Yakuza 6: The Song of Life: Farewell, Kiryu-san, my old friend
My love of Sega’s Yakuza series has been well-documented on this site. If you haven’t read my last blog post on why I think the series is so great (and, for goodness sake, why not?), you can find it here but the Yakuza games hold a special place in my heart.
First appearing on the PlayStation 2, the Yakuza games chronicle the life of former (but now disgraced) Yakuza, Kazuma Kiryu. I’ve seen Kiryu grow as a character through the series and while in Yakuza 6, he might be a little older (younger foes constantly refer to him as old man before they inevitably get their arses handed to them on a plate), he might have a little more grey around the temples, but he still carries the presence of a Yakuza (he was Fourth Chairman, after all), despite insisting to people he is just a civilian.
Yakuza 6 (PlayStation 4 only) focuses on Kiryu returning to Kamurocho after spending time in prison for past crimes, hoping to live out the rest of his days in peace in the orphanage he founded, with Haruka, the young girl he fostered it’s kind of complicated). On his return, he finds that Haruka is missing and while searching for her in Kamurocho, learns she is in a coma after a hit and run – and she has a new born son. Kiryu return to Onomichi Jingaicho in Hiroshima to find out what happened to Haruka.
While it’s not crucial to have played previous Yakuza games before (there is a good video run down in the main menu that will get you up to date) and Yakuza 6 is probably the most accessible of the series, I feel for a series like this it’s always good to have played at least one other game as you’ll be aware of the backstory and have been introduced to keyl characters such as like Makoto Date, Kiryu’s arch-nemesis Goro Majima, and Kiryu’s once best friend Nishikiyama.
While previous Yakuza games tended to stick to the one location, Kamurocho, Yakuza 6 ventures forth to Onomichi Jingaicho in Hiroshima. Having a new location really adds depth to the game’s narrative, and there’s an interesting dynamic on display as a big city Yakuza gets to grips with how things are in the provinces. Like previous Yakuza games, the towns are jammed pack with restaurants, entertainment venues, convenience stores and bars. As is common throughout Japan, there are lots and lots of vending machines in Yakuza 6, too.
Combat has always been an important part of the Yakuza series. In earlier games, Kiryu could mix between four different styles, each one different to the other . Things are slightly different in Yakuza 6 (gone are the variety of fighting styles), but ultimately, combat centres around Kiryu building up his “heat” meter, which he can then activate (with the R2 button) and unleash a variety of punches and kicks with delivers powerful finishing moves. I thought some of the finishes in Yakuza 0 and Kiwami were over-the-top but in Yakuza 6 they take things to a whole new level.
New to Yakuza 6, is the clan battles, which has Kiryu ordering fighters he has recruited to help fight other street gangs.
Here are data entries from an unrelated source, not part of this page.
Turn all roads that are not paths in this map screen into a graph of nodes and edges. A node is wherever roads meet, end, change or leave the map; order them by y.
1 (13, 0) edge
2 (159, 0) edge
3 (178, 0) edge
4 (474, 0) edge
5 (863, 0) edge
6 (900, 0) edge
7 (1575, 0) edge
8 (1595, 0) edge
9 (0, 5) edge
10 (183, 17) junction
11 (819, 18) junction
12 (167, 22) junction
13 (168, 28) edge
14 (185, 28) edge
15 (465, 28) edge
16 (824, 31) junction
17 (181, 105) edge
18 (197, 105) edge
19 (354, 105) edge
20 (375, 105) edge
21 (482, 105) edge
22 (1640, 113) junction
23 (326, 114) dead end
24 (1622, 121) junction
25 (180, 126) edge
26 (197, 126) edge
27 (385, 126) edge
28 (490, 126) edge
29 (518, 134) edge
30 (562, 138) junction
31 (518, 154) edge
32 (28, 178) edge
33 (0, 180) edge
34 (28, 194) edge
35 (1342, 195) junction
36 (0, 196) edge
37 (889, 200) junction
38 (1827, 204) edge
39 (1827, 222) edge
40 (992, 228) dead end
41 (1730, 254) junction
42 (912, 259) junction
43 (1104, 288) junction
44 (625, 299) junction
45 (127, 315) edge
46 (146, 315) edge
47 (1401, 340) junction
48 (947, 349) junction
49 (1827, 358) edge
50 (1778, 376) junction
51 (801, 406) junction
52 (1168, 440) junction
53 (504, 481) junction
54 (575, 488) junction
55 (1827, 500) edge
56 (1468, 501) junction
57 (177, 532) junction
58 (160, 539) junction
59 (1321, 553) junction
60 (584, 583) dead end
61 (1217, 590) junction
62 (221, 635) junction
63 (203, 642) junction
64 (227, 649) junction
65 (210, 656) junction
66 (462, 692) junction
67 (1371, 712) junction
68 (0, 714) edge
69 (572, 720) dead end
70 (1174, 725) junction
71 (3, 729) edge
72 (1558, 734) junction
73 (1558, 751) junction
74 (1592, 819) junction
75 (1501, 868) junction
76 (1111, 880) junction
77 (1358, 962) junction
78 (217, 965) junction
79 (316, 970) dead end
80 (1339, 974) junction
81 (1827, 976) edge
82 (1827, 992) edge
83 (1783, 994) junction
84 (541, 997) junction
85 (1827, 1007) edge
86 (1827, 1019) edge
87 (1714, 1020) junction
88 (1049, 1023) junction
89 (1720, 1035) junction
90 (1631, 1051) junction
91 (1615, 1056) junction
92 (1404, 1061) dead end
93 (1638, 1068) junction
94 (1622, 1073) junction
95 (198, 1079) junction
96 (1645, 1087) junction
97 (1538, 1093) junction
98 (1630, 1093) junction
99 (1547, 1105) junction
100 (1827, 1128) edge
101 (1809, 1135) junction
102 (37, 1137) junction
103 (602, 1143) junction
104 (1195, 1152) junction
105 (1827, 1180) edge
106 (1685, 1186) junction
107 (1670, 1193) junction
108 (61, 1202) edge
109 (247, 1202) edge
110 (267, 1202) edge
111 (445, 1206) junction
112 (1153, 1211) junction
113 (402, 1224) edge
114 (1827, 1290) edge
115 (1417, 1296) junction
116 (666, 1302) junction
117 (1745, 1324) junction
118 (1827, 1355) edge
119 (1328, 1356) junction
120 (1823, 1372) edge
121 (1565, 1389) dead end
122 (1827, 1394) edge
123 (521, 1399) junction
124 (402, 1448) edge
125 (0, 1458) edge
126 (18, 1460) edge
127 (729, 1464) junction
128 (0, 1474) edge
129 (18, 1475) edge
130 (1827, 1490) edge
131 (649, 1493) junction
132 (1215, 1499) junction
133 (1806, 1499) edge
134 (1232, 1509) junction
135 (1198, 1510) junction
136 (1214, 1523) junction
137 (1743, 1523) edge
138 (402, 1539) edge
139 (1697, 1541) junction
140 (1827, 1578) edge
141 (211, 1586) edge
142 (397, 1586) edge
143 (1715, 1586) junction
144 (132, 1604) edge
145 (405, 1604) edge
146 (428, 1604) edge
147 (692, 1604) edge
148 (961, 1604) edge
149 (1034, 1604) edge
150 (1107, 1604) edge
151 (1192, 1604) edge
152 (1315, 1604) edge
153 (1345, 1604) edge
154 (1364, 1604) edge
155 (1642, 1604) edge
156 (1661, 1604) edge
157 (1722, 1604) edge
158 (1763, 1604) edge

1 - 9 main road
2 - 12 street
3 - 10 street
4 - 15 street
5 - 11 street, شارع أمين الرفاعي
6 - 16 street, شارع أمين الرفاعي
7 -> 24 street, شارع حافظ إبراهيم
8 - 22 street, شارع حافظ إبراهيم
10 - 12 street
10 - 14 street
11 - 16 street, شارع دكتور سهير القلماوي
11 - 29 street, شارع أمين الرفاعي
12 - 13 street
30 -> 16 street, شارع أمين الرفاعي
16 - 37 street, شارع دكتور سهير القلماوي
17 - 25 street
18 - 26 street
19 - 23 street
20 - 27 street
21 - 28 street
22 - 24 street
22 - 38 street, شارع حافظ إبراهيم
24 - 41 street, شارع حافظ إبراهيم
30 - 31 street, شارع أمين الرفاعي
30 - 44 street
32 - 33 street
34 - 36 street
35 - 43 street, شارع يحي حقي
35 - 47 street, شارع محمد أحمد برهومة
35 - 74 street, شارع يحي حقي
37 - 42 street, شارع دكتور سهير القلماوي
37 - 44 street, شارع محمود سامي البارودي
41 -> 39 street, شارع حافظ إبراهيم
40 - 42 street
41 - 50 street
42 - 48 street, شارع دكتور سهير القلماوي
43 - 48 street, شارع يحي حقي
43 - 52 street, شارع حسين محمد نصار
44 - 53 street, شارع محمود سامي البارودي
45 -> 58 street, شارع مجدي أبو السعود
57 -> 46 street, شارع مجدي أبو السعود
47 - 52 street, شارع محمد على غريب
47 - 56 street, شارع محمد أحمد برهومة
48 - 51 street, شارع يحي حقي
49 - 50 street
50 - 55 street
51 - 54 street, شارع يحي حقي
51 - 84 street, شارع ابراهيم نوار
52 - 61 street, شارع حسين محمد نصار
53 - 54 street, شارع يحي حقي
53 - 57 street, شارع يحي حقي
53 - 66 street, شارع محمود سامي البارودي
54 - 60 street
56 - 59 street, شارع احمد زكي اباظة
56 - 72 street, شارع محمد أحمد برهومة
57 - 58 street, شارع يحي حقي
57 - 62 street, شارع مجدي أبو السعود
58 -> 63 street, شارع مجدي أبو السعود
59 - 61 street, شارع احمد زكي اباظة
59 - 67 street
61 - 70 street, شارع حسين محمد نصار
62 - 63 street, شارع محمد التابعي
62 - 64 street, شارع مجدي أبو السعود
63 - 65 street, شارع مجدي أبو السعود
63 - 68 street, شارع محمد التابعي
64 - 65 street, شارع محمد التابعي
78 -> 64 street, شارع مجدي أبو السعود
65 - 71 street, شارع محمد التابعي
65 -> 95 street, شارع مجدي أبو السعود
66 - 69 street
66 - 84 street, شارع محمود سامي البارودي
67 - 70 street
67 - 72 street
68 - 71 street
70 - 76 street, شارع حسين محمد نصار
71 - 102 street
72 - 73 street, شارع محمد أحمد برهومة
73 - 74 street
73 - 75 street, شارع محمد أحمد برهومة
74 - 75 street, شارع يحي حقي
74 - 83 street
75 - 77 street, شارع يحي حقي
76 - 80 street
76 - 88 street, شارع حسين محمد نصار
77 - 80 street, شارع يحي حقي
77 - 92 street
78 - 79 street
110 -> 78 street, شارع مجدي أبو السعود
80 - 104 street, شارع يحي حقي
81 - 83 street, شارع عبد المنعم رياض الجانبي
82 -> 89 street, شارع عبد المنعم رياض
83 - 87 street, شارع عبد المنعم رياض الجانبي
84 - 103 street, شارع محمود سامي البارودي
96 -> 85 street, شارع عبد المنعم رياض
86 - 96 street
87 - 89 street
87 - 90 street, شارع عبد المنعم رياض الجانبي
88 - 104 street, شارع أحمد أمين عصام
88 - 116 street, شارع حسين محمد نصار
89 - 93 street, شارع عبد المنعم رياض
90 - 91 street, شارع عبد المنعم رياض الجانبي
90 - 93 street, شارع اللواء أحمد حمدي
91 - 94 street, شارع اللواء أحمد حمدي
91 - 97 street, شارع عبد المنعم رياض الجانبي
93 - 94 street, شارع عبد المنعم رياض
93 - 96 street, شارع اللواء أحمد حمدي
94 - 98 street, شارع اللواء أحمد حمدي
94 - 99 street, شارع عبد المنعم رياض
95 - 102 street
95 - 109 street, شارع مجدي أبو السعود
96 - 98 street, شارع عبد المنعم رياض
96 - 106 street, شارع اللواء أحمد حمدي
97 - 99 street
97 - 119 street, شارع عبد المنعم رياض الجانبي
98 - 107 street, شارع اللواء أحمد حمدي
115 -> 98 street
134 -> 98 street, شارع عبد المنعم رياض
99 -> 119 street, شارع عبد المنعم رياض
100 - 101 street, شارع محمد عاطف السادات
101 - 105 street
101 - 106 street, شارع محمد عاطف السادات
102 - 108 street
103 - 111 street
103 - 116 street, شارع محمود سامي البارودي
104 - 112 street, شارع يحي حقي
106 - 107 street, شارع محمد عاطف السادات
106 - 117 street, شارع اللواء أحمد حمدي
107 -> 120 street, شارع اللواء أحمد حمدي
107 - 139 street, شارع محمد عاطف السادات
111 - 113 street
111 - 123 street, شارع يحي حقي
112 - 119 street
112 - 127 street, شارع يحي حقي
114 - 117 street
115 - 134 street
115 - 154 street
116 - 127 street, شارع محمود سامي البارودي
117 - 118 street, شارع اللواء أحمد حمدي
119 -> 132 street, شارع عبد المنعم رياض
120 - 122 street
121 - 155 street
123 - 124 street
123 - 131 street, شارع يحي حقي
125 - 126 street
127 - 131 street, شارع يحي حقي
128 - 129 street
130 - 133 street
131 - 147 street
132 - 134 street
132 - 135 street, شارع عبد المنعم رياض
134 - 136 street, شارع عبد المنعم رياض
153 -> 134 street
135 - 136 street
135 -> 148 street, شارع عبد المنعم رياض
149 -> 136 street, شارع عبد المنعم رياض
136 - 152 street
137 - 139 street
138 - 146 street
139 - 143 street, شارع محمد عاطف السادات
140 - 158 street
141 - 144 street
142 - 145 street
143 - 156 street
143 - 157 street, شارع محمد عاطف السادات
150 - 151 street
It’s view from the top-down perspective with Kiryu (you) ordering colleagues who to attack. It has a very strategy game feel to it, with different strength units.
Another thing the series has always been known for is its off-the-wall side missions and Yakuza 6 does not disappoint. To be honest, they’re the type of quests that you’d only find in a Japanese game. Many of them are just head-scratchingly bonkers but they make you smile and don’t feel out-of-place.
One, for example, sees Kiryu dressing up as Onomichi Jingaicho’s mascot Ono (which has a head of an orange with a bowl of ramen noodles as a hat) because the normal person who played the mascot just didn’t turn up. Another mission sees him having to stop and sing lullabies to Haruka’s baby son – who he is carrying around with him at times – while he scours Onomichi Jingaicho after hours in search of baby formula. Speaking of babies, a nice touch is that when Kiryu encounters rivals on the street and it initiates a random fight, if he’s holding the baby, there’s a cut scene showing him handing the infant to a bystander before he launches into the fight. It’s those little details that are reasons why I just can’t get enough of Kazuma Kiryu and the Yakuza games.
There will be some who are put off by the off-the-wall side quests and the countless cut scenes with lines of dialogue that help move the story forward, but for me, that’s all part of what makes the series so great. Visually and technically, Yakuza 6 is the best of the lot with amazing attention to detail when it comes to facial features of characters and the details of the environments. I also like the fat that (apart from the original Yakuza) the audio is Japanese with English subtitles: It just adds even more atmosphere to the game.
Yakuza 6 is said to be the last game of the series featuring Kazuma Kiryu, w hich will be a shame, but what is also a shame is that the Yakuza series isn’t as popular as it should be in the West: It’s a series that deserves more attention from gamers thanks to its deep narrative and strong character development. I can’t recommend the series highly enough but if you’re still on the fence, Sega has released a timed demo of Yakuza 6 that might whet your appetite.
Sayonara, Kiryu-san, it’s been a pleasure knowing you.
Thanks to Five Eight Distribution for the review copy of Yakuza 6: The Song of Life which was redeemed via digital distribution.